— Ах, дорогая, я просила у вас Марианну, но, несомненно, не получу ее — я хорошо вижу, что вы оставите ее для себя самой.
— Да, она мне дочь еще больше, чем прежде,— ответила моя благодетельница, до того взволнованная, что больше она ничего не в силах была сказать; тотчас же она в третий раз протянула мне руку, я, как могла, взяла ее и упав на колени, едва не задыхаясь от волнения, сто раз поцеловала ее. Настало молчание, и минута эта была столь трогательна, что я до сих пор вспоминаю о ней с глубоким душевным умилением.
Госпожа Дорсен первой нарушила безмолвие.
— Как бы мне обнять ее? — воскликнула она.— В жизни своей не бывала я так взволнована. И уж не знаю право, кого из двух я больше люблю: матушку или дочку.
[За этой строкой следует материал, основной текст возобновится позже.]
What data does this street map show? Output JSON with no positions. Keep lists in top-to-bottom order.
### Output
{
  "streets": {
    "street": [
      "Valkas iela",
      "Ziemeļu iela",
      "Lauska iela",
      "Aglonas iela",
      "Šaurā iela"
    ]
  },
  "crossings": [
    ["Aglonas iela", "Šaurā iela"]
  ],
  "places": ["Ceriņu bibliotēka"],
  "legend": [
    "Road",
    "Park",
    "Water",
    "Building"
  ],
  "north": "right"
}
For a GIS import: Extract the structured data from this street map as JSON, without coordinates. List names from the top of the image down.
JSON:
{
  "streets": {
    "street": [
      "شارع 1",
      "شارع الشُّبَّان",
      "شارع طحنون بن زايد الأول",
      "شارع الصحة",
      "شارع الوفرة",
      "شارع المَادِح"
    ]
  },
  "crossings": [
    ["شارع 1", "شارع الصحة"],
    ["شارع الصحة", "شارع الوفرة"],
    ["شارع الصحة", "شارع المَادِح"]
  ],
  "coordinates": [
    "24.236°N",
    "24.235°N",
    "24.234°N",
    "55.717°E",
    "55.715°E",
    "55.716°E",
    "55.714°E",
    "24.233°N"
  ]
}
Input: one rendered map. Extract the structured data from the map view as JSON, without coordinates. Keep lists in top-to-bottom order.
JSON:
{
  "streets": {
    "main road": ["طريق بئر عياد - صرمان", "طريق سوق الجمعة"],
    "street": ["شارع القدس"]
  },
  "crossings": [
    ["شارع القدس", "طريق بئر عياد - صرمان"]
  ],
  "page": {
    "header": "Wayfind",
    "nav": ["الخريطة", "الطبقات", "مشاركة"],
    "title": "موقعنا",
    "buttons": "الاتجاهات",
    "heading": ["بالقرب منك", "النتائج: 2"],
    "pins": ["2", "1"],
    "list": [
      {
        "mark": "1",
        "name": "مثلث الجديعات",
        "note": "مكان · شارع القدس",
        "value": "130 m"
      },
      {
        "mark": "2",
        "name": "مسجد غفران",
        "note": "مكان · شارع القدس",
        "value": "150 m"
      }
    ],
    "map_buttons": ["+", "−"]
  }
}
— Так вот, Марианна! — сказала мне госпожа де Миран, когда наше смятение чувств улеглось.— Смотрите, чтобы вам, пока я жива, никогда не случалось сказать, что вы сирота. Слышите? А теперь поговорим о моем сыне. Наверно, это госпожа Дютур, торговка, у которой вы жили, сказала ему, где вы находитесь.
— По-видимому, она,— ответила я,— хотя я не сообщала ей этого, и даже не потому что не доверяла ей, а просто сама еще не знала название монастыря, когда направилась сюда. Но для переноски моих вещей мне пришлось нанять носильщика, который живет в ее квартале; должно быть, он и сказал ей адрес; а потом ведь господин де Вальвиль послал вслед за мной лакея, когда я уехала от него в фиакре, и, узнав, что я вышла у лавки госпожи Дютур, он, вероятно, расспросил эту добрую женщину, а она, конечно, не преминула рассказать то, что знала обо мне. Вот и все, что я могу предположить; сама же я тут не виновата, я нисколько не способствовала тому, что произошло; и вот доказательство: с тех пор как я тут, я лишь сегодня услышала о господине де Вальвиле; письмо он мне сам вручил нынче, да и то прибегнув к хитрости.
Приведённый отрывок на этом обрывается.